Il semble donc que, dans cette question des clefs de La Bruyère, les portraits de femmes mériteraient à peine d’être mentionnés, si le problème le plus curieux et le plus piquant que l’on puisse avoir à résoudre en ce genre, ne portait précisément sur un nom de femme. Comme il s’agit ici d’un point délicat et mystérieux, touchant à l’âme même de La Bruyère, à cette âme qui nous est si peu connue, quoique son esprit soit pour nous tout à nu, on ne s’étonnera pas que nous ayons réservé cette énigme pour la fin.

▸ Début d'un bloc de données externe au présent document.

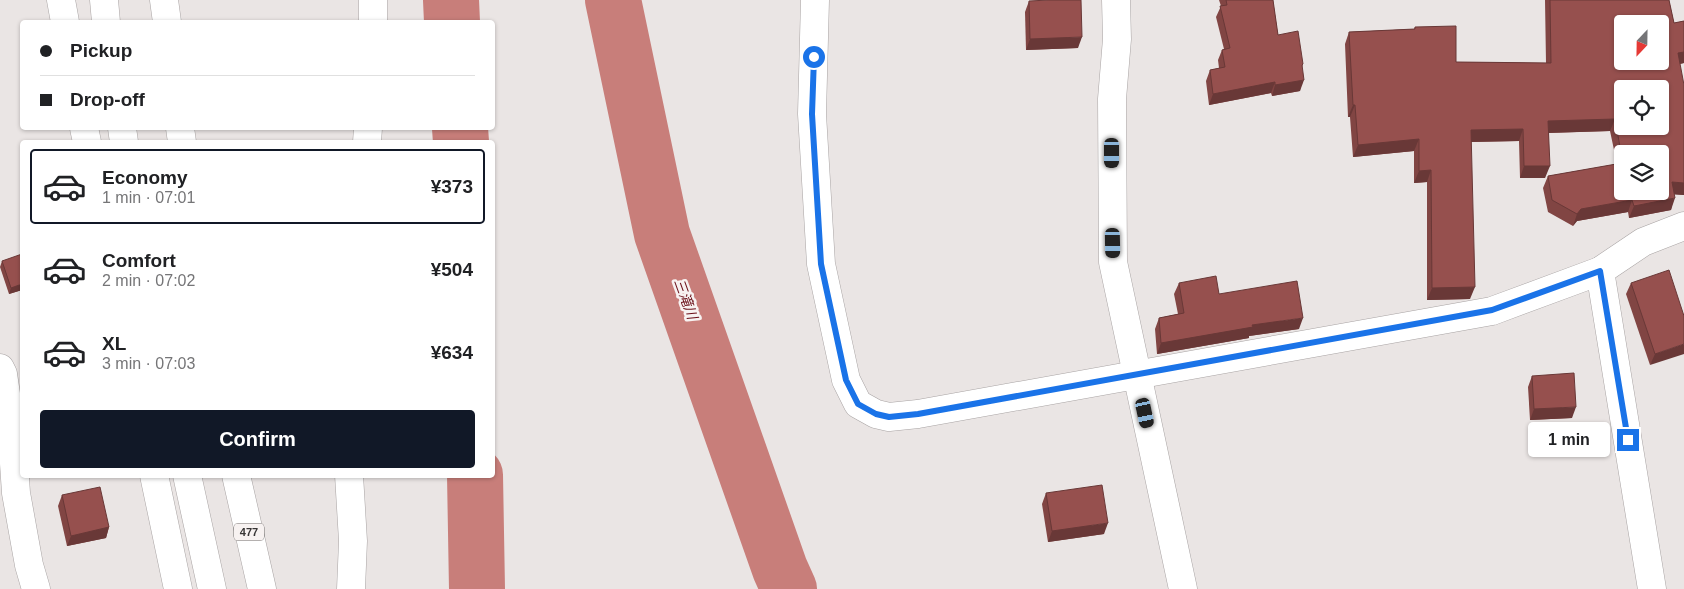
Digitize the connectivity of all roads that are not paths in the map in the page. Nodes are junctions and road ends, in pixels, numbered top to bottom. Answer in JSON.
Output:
{"nodes":[{"id":1,"x":60,"y":0,"type":"edge"},
{"id":2,"x":104,"y":0,"type":"edge"},
{"id":3,"x":164,"y":0,"type":"edge"},
{"id":4,"x":373,"y":0,"type":"edge"},
{"id":5,"x":815,"y":0,"type":"edge"},
{"id":6,"x":1116,"y":0,"type":"edge"},
{"id":7,"x":64,"y":20,"type":"edge"},
{"id":8,"x":106,"y":20,"type":"edge"},
{"id":9,"x":167,"y":20,"type":"edge"},
{"id":10,"x":373,"y":20,"type":"edge"},
{"id":11,"x":1684,"y":226,"type":"edge"},
{"id":12,"x":1600,"y":271,"type":"junction"},
{"id":13,"x":0,"y":368,"type":"edge"},
{"id":14,"x":1137,"y":374,"type":"junction"},
{"id":15,"x":17,"y":433,"type":"edge"},
{"id":16,"x":155,"y":478,"type":"edge"},
{"id":17,"x":188,"y":478,"type":"edge"},
{"id":18,"x":237,"y":478,"type":"edge"},
{"id":19,"x":349,"y":478,"type":"edge"},
{"id":20,"x":8,"y":496,"type":"edge"},
{"id":21,"x":36,"y":589,"type":"edge"},
{"id":22,"x":178,"y":589,"type":"edge"},
{"id":23,"x":212,"y":589,"type":"edge"},
{"id":24,"x":262,"y":589,"type":"edge"},
{"id":25,"x":351,"y":589,"type":"edge"},
{"id":26,"x":1183,"y":589,"type":"edge"},
{"id":27,"x":1652,"y":589,"type":"edge"}],
"edges":[{"from":1,"to":7,"type":"main road"},
{"from":2,"to":8,"type":"main road"},
{"from":3,"to":9,"type":"main road"},
{"from":4,"to":10,"type":"main road"},
{"from":5,"to":14,"type":"main road"},
{"from":6,"to":14,"type":"main road"},
{"from":11,"to":12,"type":"main road"},
{"from":12,"to":14,"type":"main road"},
{"from":12,"to":27,"type":"main road"},
{"from":13,"to":15,"type":"main road"},
{"from":14,"to":26,"type":"main road"},
{"from":15,"to":20,"type":"main road"},
{"from":16,"to":22,"type":"main road"},
{"from":17,"to":23,"type":"main road"},
{"from":18,"to":24,"type":"main road","number":"477"},
{"from":19,"to":25,"type":"main road"},
{"from":20,"to":21,"type":"main road"}]}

Parmi les portraits de La Bruyère, il en est un des plus agréables, et même tout à fait délicieux ; c’est le morceau intitulé : Fragment, qui commence de cette manière étrange et un peu recherchée «...[1] Il disait que l’esprit chez cette belle personne était un diamant bien mis en œuvre. » On peut dire que c’est le portrait de La Bruyère qui est un diamant. Nulle part, il n’a eu une touche aussi délicate et aussi aimable. Toute son âpreté s’adoucit pour cette belle personne ; il ne connaît plus les traits de la satire ; il parle comme quelqu’un qui est sous le charme ; il admire, il loue ; il aime peut-être, ou du moins il le laisse entrevoir : « C’est, dit-il, une nuance de raison et d’agrément qui occupe l’esprit et le cœur. On ne sait si on l’aime ou si on l’admire, il y a en elle de quoi faire une parfaite amie ; il y a aussi de quoi vous mener plus loin que l’amitié... Trop jeune et trop fleurie pour ne pas plaire, mais trop modeste pour songer à plaire, elle ne tient compte aux hommes que de leur mérite et ne croit avoir que des amis... S’il s’agit de servir quelqu’un, Arténice n’emploie auprès de vous que la sincérité,

  1. Ces points sont de La Bruyère.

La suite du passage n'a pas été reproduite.